◆ **Description of the task**: Please copy out the entries exactly, skipping any pictures.

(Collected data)
----------------

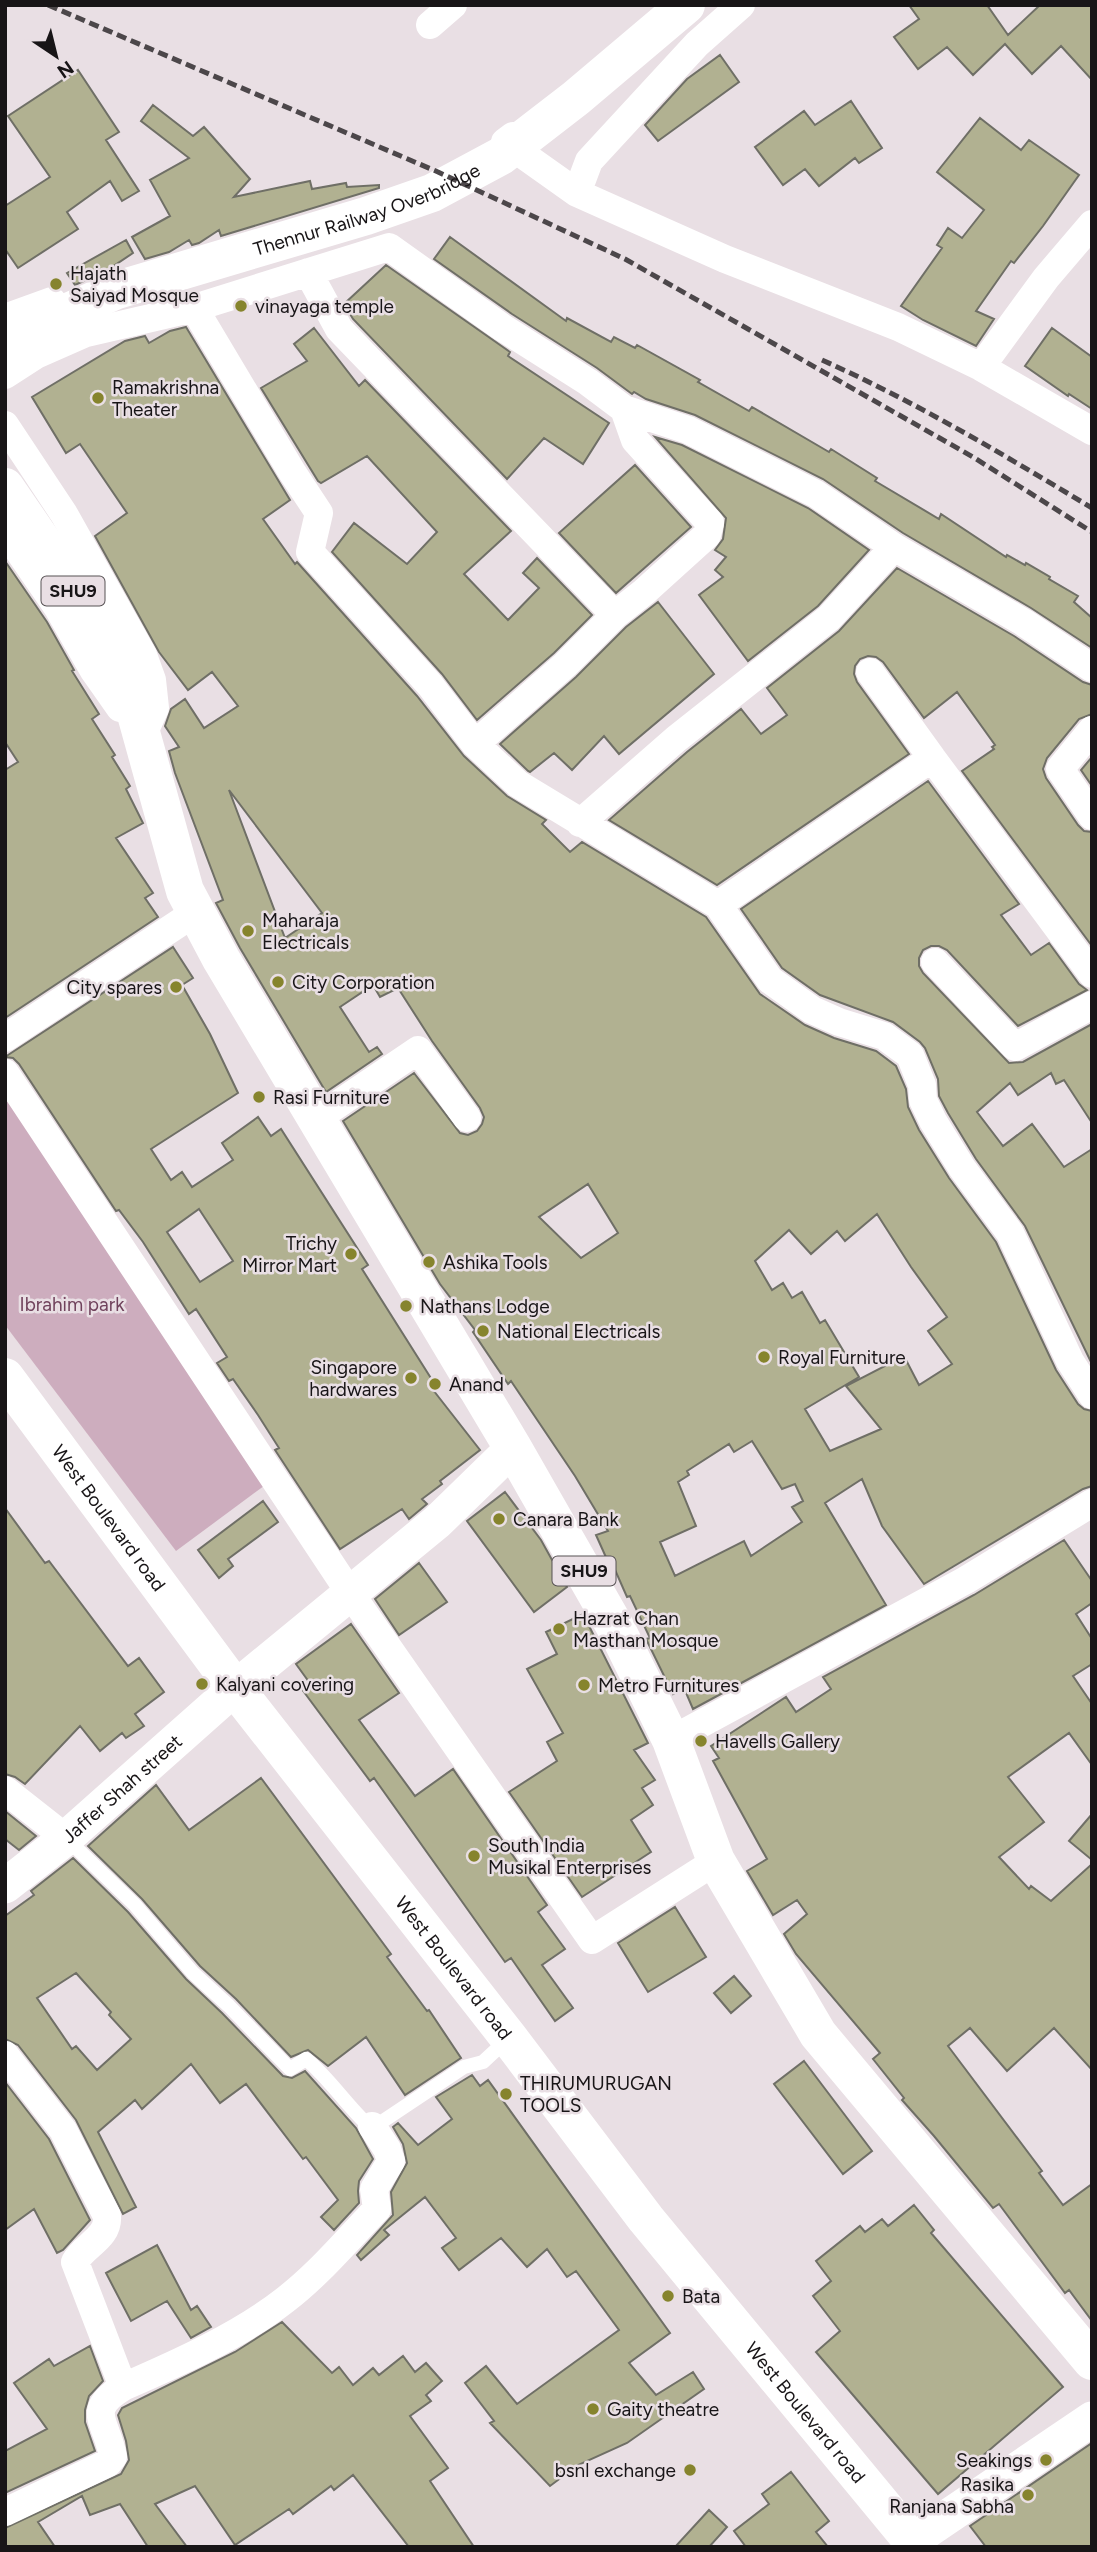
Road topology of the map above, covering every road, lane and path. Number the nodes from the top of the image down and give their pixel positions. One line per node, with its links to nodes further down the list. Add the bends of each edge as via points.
1 (453, 5): 5 (street)
2 (663, 5): 6 (street, via 505,142)
3 (686, 5): 12 (main road, Thennur Railway Overbridge, via 576,99 500,156 432,193 117,290)
4 (741, 5): 6 (street, via 698,44 589,161)
5 (430, 25)
6 (577, 193): 13 (street, via 725,259 898,327)
7 (1092, 224): 13 (street)
8 (182, 258): 11 (street)
9 (308, 272): 10 (street); 15 (street, via 389,247); 21 (street, via 339,329)
10 (194, 308): 14 (street, via 86,333); 26 (street, via 319,513 310,552 430,685)
11 (5, 318)
12 (5, 340)
13 (981, 368): 17 (street)
14 (5, 375)
15 (624, 409): 20 (street, via 688,429 816,494); 21 (street, via 635,440 710,523 707,535)
16 (5, 425): 25 (street, via 64,514 143,655 155,708)
17 (1092, 431)
18 (5, 487): 25 (main road, SHU9, via 96,630 132,700)
19 (5, 531): 25 (street)
20 (894, 547): 22 (street); 29 (street, via 829,618 676,739)
21 (615, 615): 26 (street)
22 (1092, 668)
23 (870, 672): 27 (street)
24 (1092, 730): 28 (street, via 1060,769)
25 (141, 739): 31 (main road, SHU9, via 185,891)
26 (475, 744): 29 (street, via 518,784)
27 (932, 758): 30 (street); 33 (street)
28 (1092, 816)
29 (580, 823): 30 (street)
30 (718, 905): 40 (street, via 771,980 812,1010 884,1036 909,1055 933,1121 1010,1233 1070,1361)
31 (196, 912): 35 (street); 38 (main road, SHU9)
32 (935, 962): 34 (street, via 1015,1047)
33 (1092, 974)
34 (1092, 1005)
35 (5, 1038)
36 (5, 1073): 43 (street)
37 (467, 1118): 38 (street, via 418,1050)
38 (316, 1119): 41 (main road, SHU9)
39 (5, 1377): 44 (main road, West Boulevard road)
40 (1092, 1395)
41 (513, 1448): 43 (street, Jaffer Shah street, via 437,1522); 45 (main road, SHU9, via 617,1630)
42 (1092, 1503): 45 (street, via 966,1580)
43 (350, 1593): 44 (street, Jaffer Shah street); 48 (street, via 592,1940)
44 (235, 1688): 47 (street, Jaffer Shah street); 50 (main road, West Boulevard road)
45 (671, 1741): 48 (main road, SHU9)
46 (5, 1790): 47 (street)
47 (66, 1838): 49 (street, Jaffer Shah street); 52 (lane, via 290,2069 306,2059 354,2113)
48 (716, 1861): 53 (main road, SHU9, via 818,2034)
49 (5, 1886)
50 (509, 2038): 52 (lane, via 483,2062 464,2067); 57 (main road, West Boulevard road, via 646,2219)
51 (5, 2055): 54 (street, via 63,2130 107,2216 105,2231 75,2262)
52 (372, 2126): 54 (street, via 391,2161 374,2189 377,2209 284,2301 223,2339)
53 (1092, 2361)
54 (123, 2387): 56 (street, via 104,2401 100,2410 113,2458)
55 (1092, 2419): 57 (street)
56 (5, 2512)
57 (912, 2545)

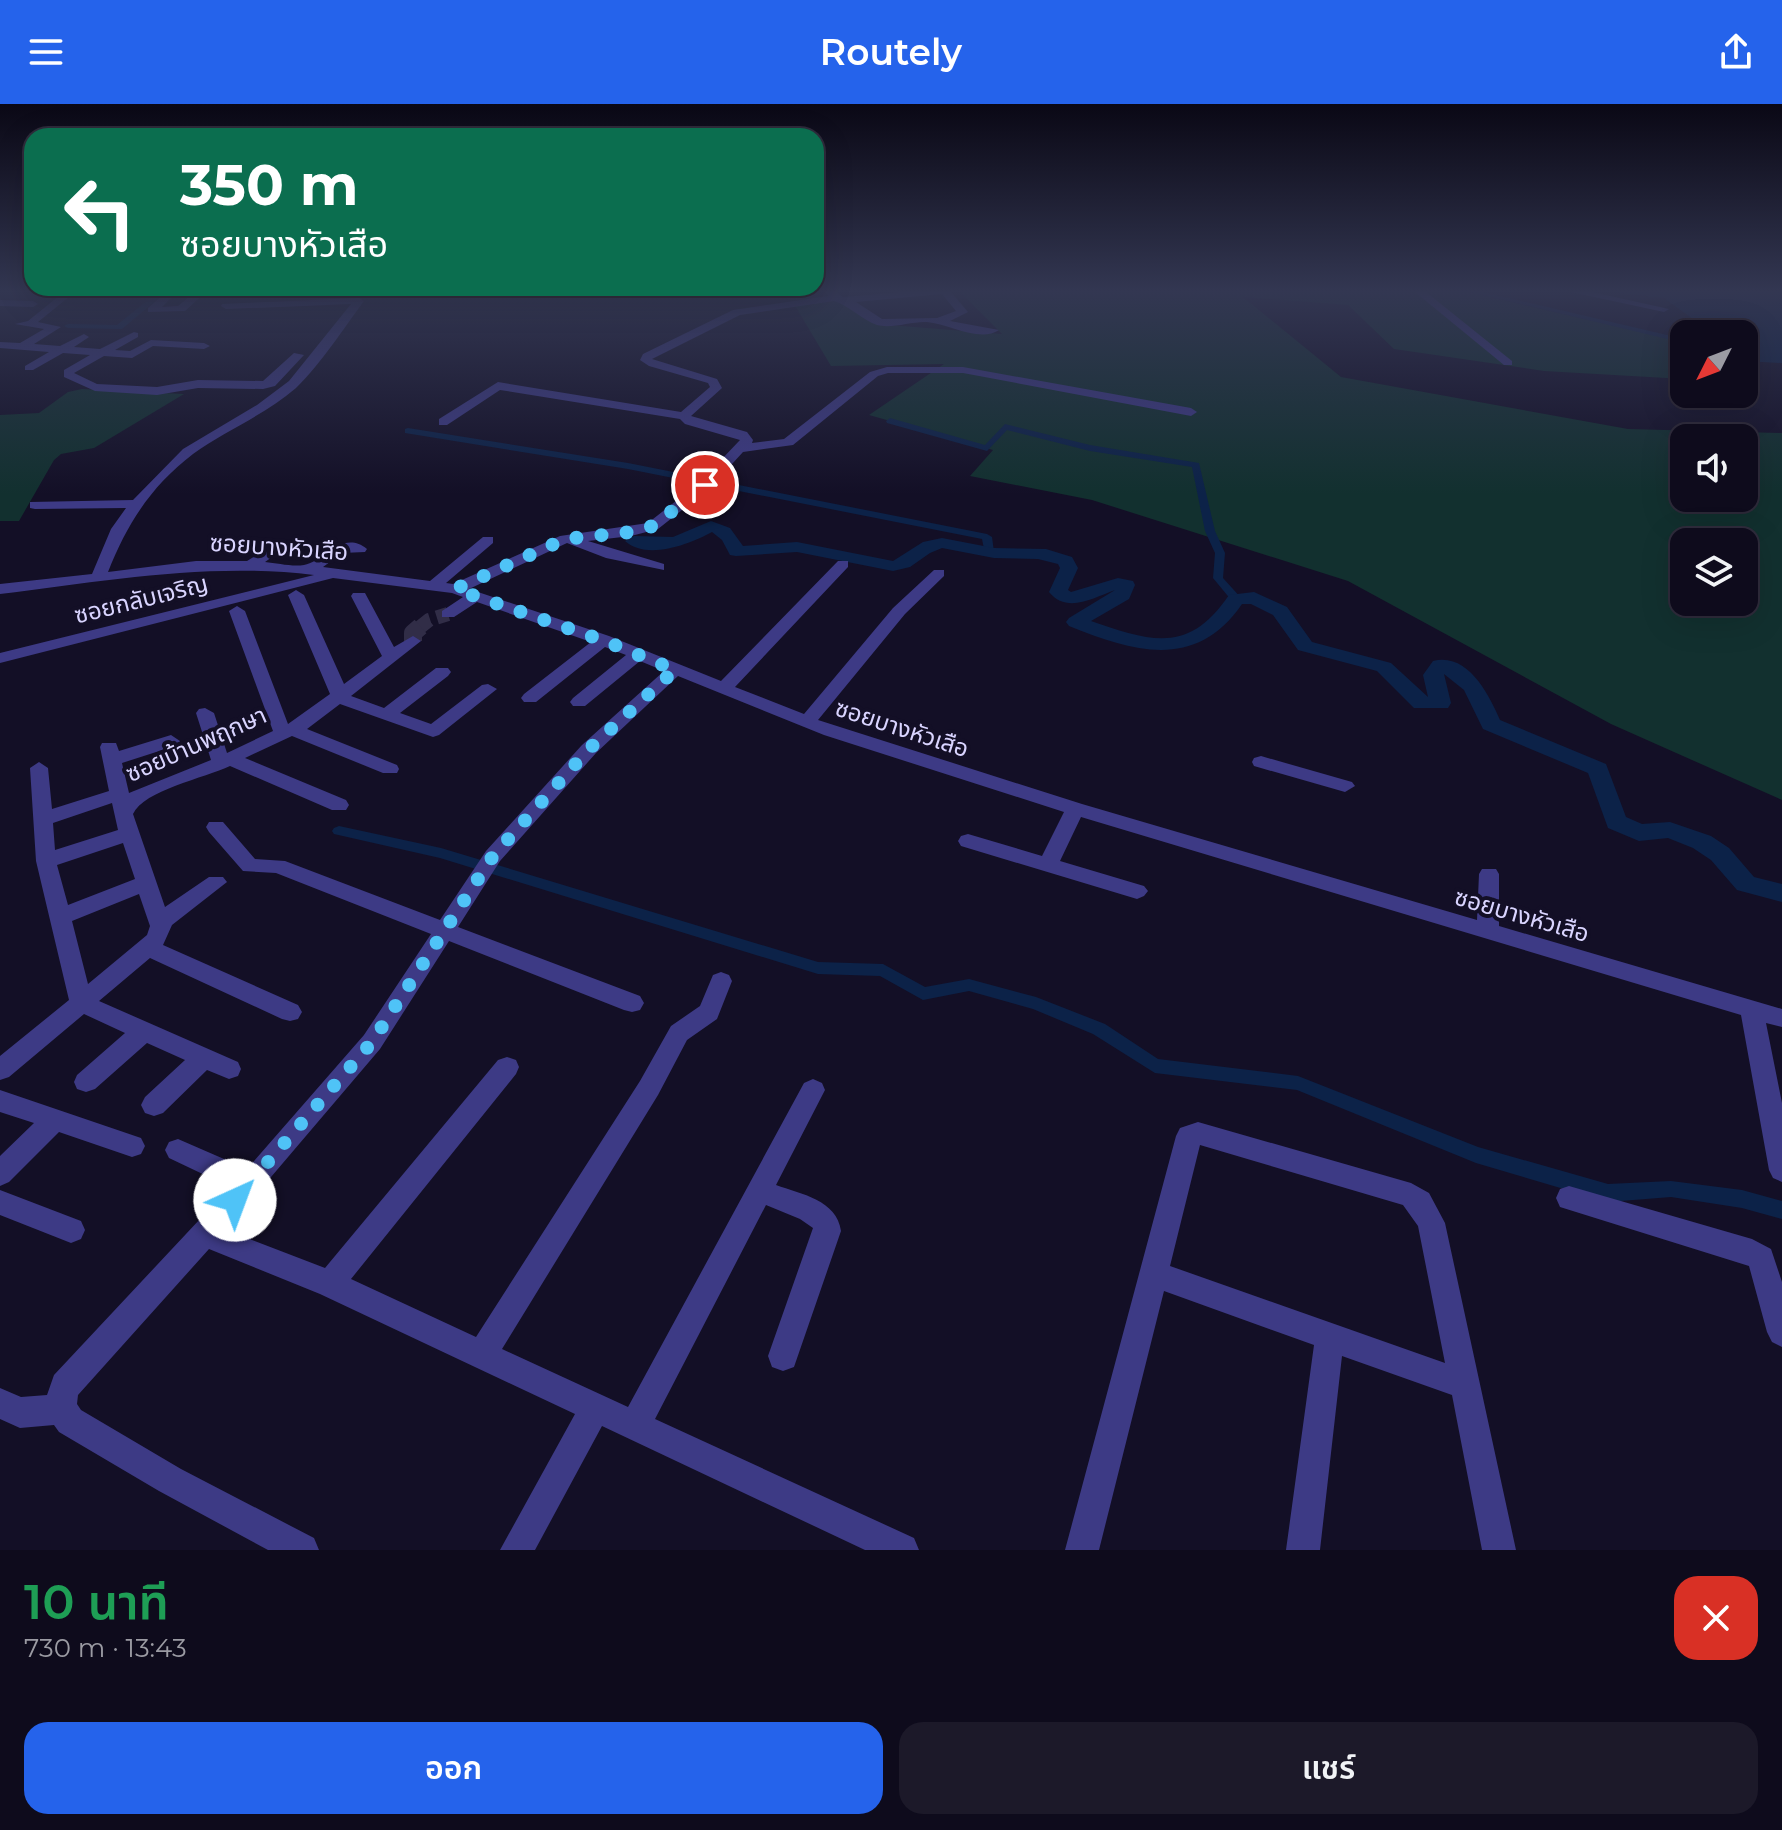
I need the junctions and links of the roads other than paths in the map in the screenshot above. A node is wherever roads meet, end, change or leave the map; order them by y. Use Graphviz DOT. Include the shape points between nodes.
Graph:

----------------

◆ **Task response**:
Road topology of the map above, covering every road, lane and path. Number the nodes from the top of the image down and give their pixel positions. One line per node, with its links to nodes further down the list. Add the bends of each edge as via points.
1 (453, 5): 5 (street)
2 (663, 5): 6 (street, via 505,142)
3 (686, 5): 12 (main road, Thennur Railway Overbridge, via 576,99 500,156 432,193 117,290)
4 (741, 5): 6 (street, via 698,44 589,161)
5 (430, 25)
6 (577, 193): 13 (street, via 725,259 898,327)
7 (1092, 224): 13 (street)
8 (182, 258): 11 (street)
9 (308, 272): 10 (street); 15 (street, via 389,247); 21 (street, via 339,329)
10 (194, 308): 14 (street, via 86,333); 26 (street, via 319,513 310,552 430,685)
11 (5, 318)
12 (5, 340)
13 (981, 368): 17 (street)
14 (5, 375)
15 (624, 409): 20 (street, via 688,429 816,494); 21 (street, via 635,440 710,523 707,535)
16 (5, 425): 25 (street, via 64,514 143,655 155,708)
17 (1092, 431)
18 (5, 487): 25 (main road, SHU9, via 96,630 132,700)
19 (5, 531): 25 (street)
20 (894, 547): 22 (street); 29 (street, via 829,618 676,739)
21 (615, 615): 26 (street)
22 (1092, 668)
23 (870, 672): 27 (street)
24 (1092, 730): 28 (street, via 1060,769)
25 (141, 739): 31 (main road, SHU9, via 185,891)
26 (475, 744): 29 (street, via 518,784)
27 (932, 758): 30 (street); 33 (street)
28 (1092, 816)
29 (580, 823): 30 (street)
30 (718, 905): 40 (street, via 771,980 812,1010 884,1036 909,1055 933,1121 1010,1233 1070,1361)
31 (196, 912): 35 (street); 38 (main road, SHU9)
32 (935, 962): 34 (street, via 1015,1047)
33 (1092, 974)
34 (1092, 1005)
35 (5, 1038)
36 (5, 1073): 43 (street)
37 (467, 1118): 38 (street, via 418,1050)
38 (316, 1119): 41 (main road, SHU9)
39 (5, 1377): 44 (main road, West Boulevard road)
40 (1092, 1395)
41 (513, 1448): 43 (street, Jaffer Shah street, via 437,1522); 45 (main road, SHU9, via 617,1630)
42 (1092, 1503): 45 (street, via 966,1580)
43 (350, 1593): 44 (street, Jaffer Shah street); 48 (street, via 592,1940)
44 (235, 1688): 47 (street, Jaffer Shah street); 50 (main road, West Boulevard road)
45 (671, 1741): 48 (main road, SHU9)
46 (5, 1790): 47 (street)
47 (66, 1838): 49 (street, Jaffer Shah street); 52 (lane, via 290,2069 306,2059 354,2113)
48 (716, 1861): 53 (main road, SHU9, via 818,2034)
49 (5, 1886)
50 (509, 2038): 52 (lane, via 483,2062 464,2067); 57 (main road, West Boulevard road, via 646,2219)
51 (5, 2055): 54 (street, via 63,2130 107,2216 105,2231 75,2262)
52 (372, 2126): 54 (street, via 391,2161 374,2189 377,2209 284,2301 223,2339)
53 (1092, 2361)
54 (123, 2387): 56 (street, via 104,2401 100,2410 113,2458)
55 (1092, 2419): 57 (street)
56 (5, 2512)
57 (912, 2545)

I need the junctions and links of the roads other than paths in the map in the screenshot above. A node is wherever roads meet, end, change or leave the map; order them by y. Use Graphviz DOT. Include the shape points between nodes.
Graph:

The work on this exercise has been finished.